A lot has transpired between now and when the Los Angeles Thieves ended the 2022 CDL season by winning CoD Champs, though. Before we even get into all of the roster changes made this offseason, arguably the most notable announcements were the retirement of Crimsix and the pending retirement of Scump following the 2023 CDL season.

The L.A. Thieves, OpTic Texas, and Seattle Surge retained their starting lineups from 2022. Every other franchise made at least one roster change, including the Atlanta FaZe, who swapped Arcitys for SlasheR. Arcitys will now play for the Los Angeles Guerrillas, while the Boston Breach also made a one-person change by acquiring Owakening from the Florida Mutineers.

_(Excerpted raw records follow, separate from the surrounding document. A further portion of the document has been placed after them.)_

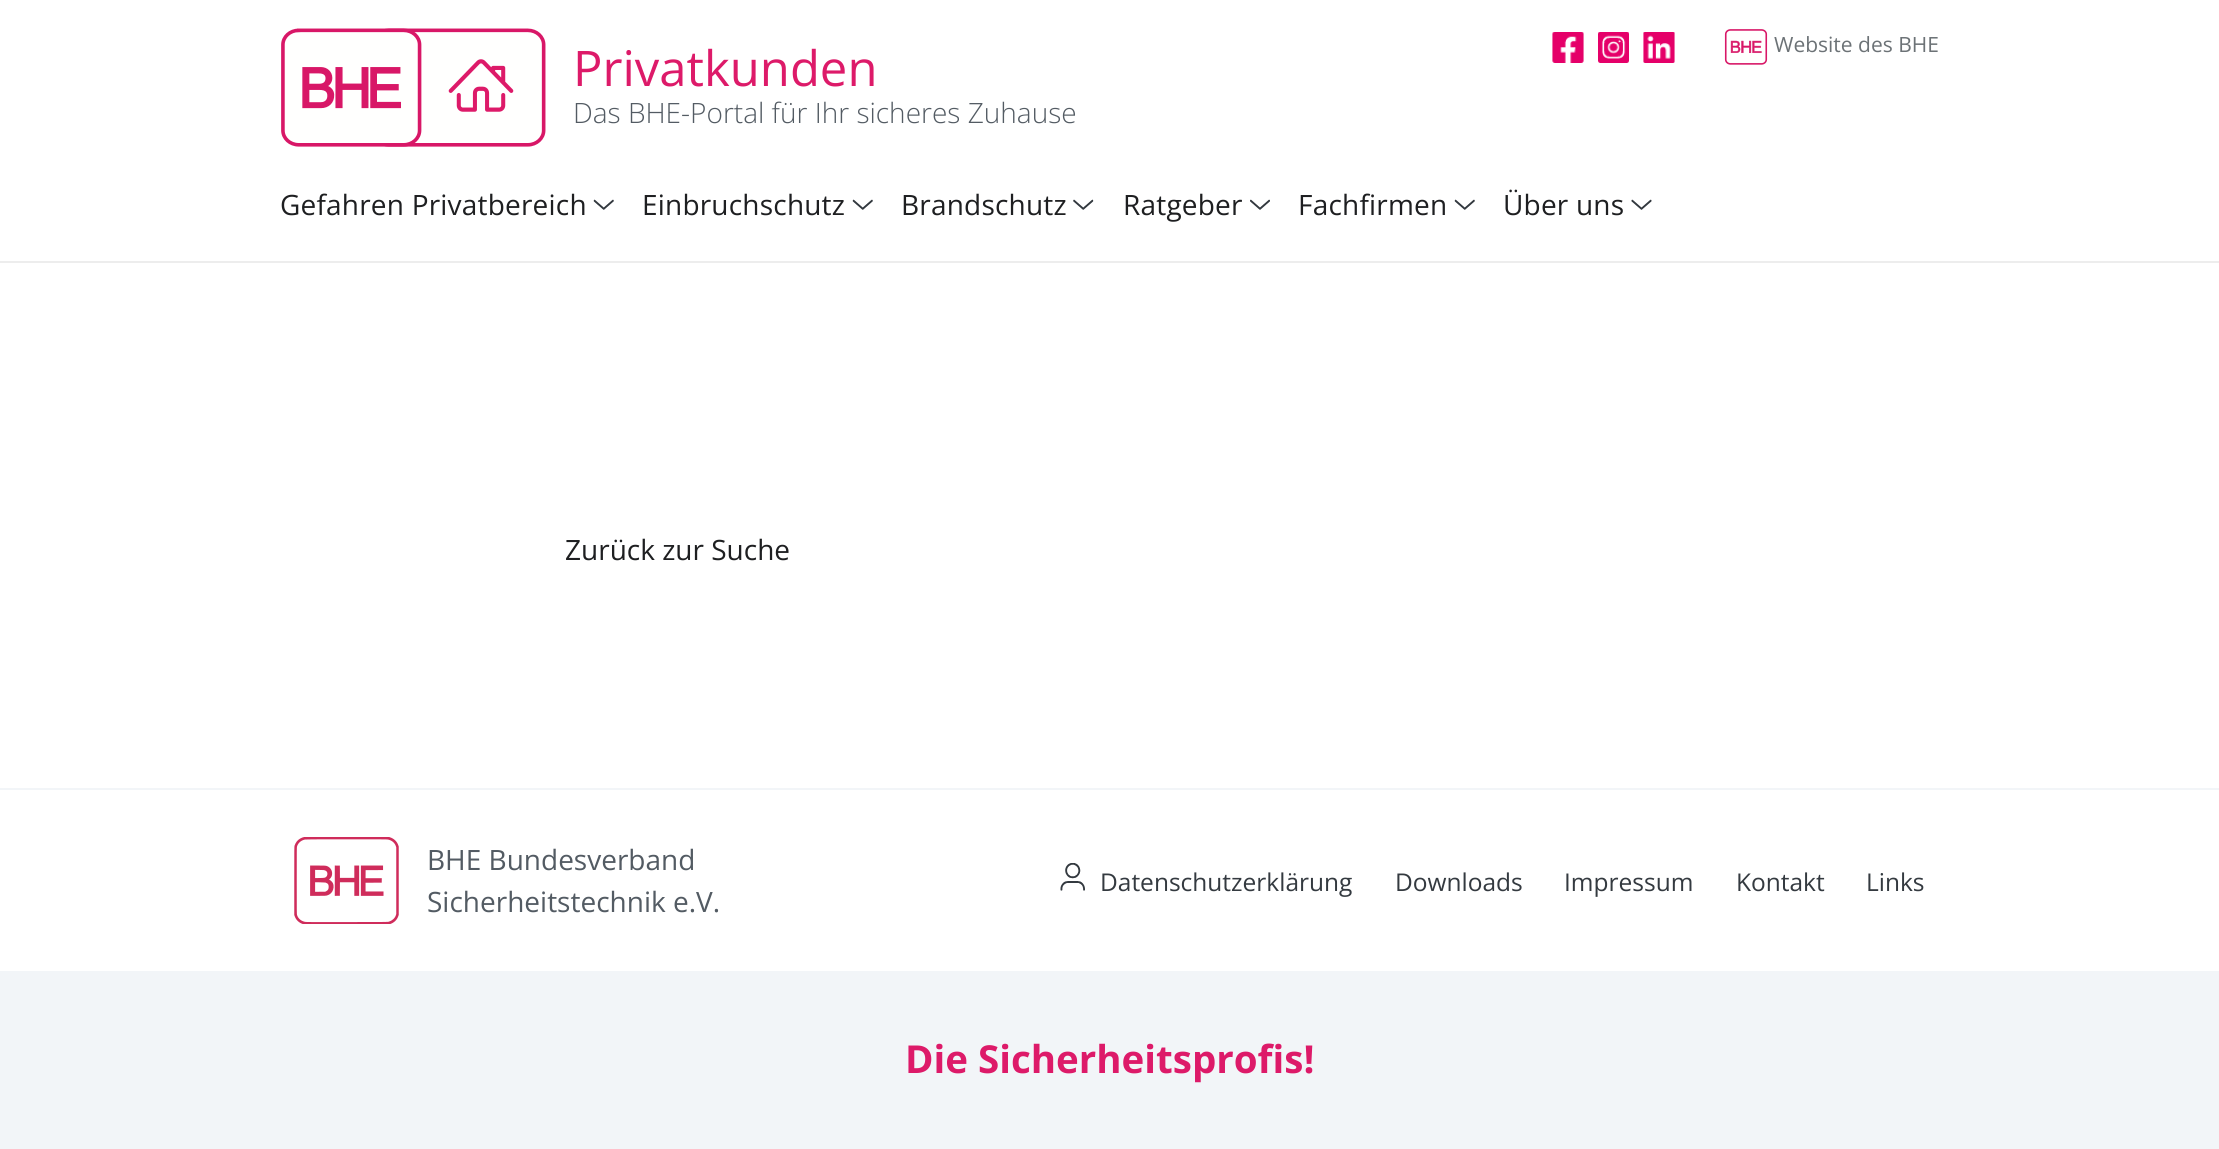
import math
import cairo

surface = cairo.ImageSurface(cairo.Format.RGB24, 2219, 1149)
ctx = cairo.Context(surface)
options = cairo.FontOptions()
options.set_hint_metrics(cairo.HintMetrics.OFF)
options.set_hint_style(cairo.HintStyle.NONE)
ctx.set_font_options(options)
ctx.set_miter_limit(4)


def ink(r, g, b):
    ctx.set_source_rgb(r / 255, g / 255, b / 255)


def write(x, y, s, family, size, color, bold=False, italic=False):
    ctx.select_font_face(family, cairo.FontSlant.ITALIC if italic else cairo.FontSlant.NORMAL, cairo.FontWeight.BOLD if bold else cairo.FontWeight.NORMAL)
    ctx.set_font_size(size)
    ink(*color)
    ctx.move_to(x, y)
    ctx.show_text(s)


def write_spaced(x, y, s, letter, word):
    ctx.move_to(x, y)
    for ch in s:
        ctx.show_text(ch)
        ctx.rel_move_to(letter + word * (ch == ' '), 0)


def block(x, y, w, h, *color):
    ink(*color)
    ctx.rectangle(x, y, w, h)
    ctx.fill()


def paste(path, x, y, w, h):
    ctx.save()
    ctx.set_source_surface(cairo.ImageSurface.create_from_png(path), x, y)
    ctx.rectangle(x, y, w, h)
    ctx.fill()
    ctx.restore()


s1 = dict(family="Open Sans", size=21, color=(108, 114, 118))
s2 = dict(family="Open Sans", size=49, color=(221, 26, 105))
s3 = dict(family="Open Sans Light", size=28, color=(83, 91, 99))
s4 = dict(family="Open Sans", size=28, color=(30, 31, 33))
s5 = dict(family="Open Sans", size=28, color=(83, 91, 99))
s6 = dict(family="Open Sans", size=24.5, color=(52, 58, 64))
s7 = dict(family="Open Sans", size=38.5, color=(221, 26, 105), bold=True)

ink(255, 255, 255)
ctx.paint()
block(0, 261, 2219, 2, 237, 237, 237)
paste("pic1.png", 1552, 32, 32, 31)
paste("pic2.png", 1598, 32, 31, 31)
paste("pic3.png", 1643, 32, 32, 31)
paste("pic4.png", 1724, 29, 44, 36)
write(1774, 52, "Website des BHE", **s1)
paste("pic5.png", 281, 28, 265, 119)
write(573, 86, "Privatkunden", **s2)
write(573, 123, "Das BHE-Portal für Ihr sicheres Zuhause", **s3)
ctx.select_font_face("Open Sans")
ink(30, 31, 33)
write_spaced(280, 215, "Gefahren Privatbereich", 0.2, 0)
paste("pic6.png", 593, 199, 21, 11)
write_spaced(642, 215, "Einbruchschutz", 0.2, 0)
paste("pic6.png", 852, 199, 21, 11)
write_spaced(901, 215, "Brandschutz", 0.2, 0)
paste("pic7.png", 1073, 199, 21, 11)
write_spaced(1123, 215, "Ratgeber", 0.2, 0)
paste("pic8.png", 1250, 199, 20, 11)
write_spaced(1298, 215, "Fachfirmen", 0.2, 0)
paste("pic6.png", 1454, 199, 21, 11)
write_spaced(1503, 215, "Über uns", 0.2, 0)
paste("pic9.png", 1631, 199, 21, 11)
write(565, 560, "Zurück zur Suche", **s4)
block(0, 788, 2219, 2, 242, 245, 248)
block(0, 971, 2219, 178, 242, 245, 248)
paste("pic10.png", 294, 837, 105, 87)
write(427, 870, "BHE Bundesverband", **s5)
write(427, 912, "Sicherheitstechnik e.V.", **s5)
paste("pic11.png", 1060, 863, 25, 28)
write(1100, 891, "Datenschutzerklärung", **s6)
write(1395, 891, "Downloads", **s6)
write(1564, 891, "Impressum", **s6)
write(1736, 891, "Kontakt", **s6)
write(1866, 891, "Links", **s6)
write(905, 1073, "Die Sicherheitsprofis!", **s7)
surface.write_to_png("screenshot.png")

The Paris Legion has relocated to Las Vegas and built a roster around Clayster and Temp. And several other organizations, including the Minnesota RØKKR and Toronto Ultra, made multi-player changes heading into the start of professional Modern Warfare 2 action.

Here are the results from the qualifying matches for Major One of the 2023 CDL season.

Saturday, Dec. 3

Toronto Ultra vs. Minnesota RØKKR

Toronto lead 1-0

  • Embassy Hardpoint: 250-167 Toronto

Friday, Dec. 2

Los Angeles Guerrillas vs. Seattle Surge

Los Angeles win 3-2

  • Al Bagra Fortress Hardpoint: 250-126 Seattle
  • Al Bagra Fortress Search and Destroy: 6-5 Los Angeles
  • Breenbergh Hotel Control: 3-2 Los Angeles
  • Breenbergh Hotel Hardpoint: 250-91 Seattle
  • Breenbergh Hotel Search and Destroy: 6-2 Los Angeles

Los Angeles Thieves vs. Vegas Legion

Los Angeles win 3-1

  • Breenbergh Hotel Hardpoint: 250-204 Los Angeles
  • Al Bagra Fortress Search and Destroy: 6-2 Vegas
  • Breenbergh Hotel Control: 3-0 Los Angeles
  • Mercado Las Almas Hardpoint: 250-198 Los Angeles

OpTic Texas vs. Minnesota RØKKR

Minnesota win 3-1

  • Zarqwa Hydroelectric Hardpoint: 250-203 OpTic
  • Embassy Search and Destroy: 6-0 Minnesota
  • El Asilo Control: 3-2 Minnesota (win via OpTic forfeit of round five)
  • Al Bagra Fortress Hardpoint: Map wasn’t played; Minnesota win via OpTic forfeit

Boston Breach vs. Atlanta FaZe

Boston win 3-1

  • Embassy Hardpoint: 250-207 Atlanta
  • Al Bagra Fortress Search and Destroy: 6-3 Boston
  • Al Bagra Fortress Control: 3-0 Boston
  • Zarqwa Hydroelectric Hardpoint: 250-203 Boston

This article will be updated throughout the Major One qualifiers.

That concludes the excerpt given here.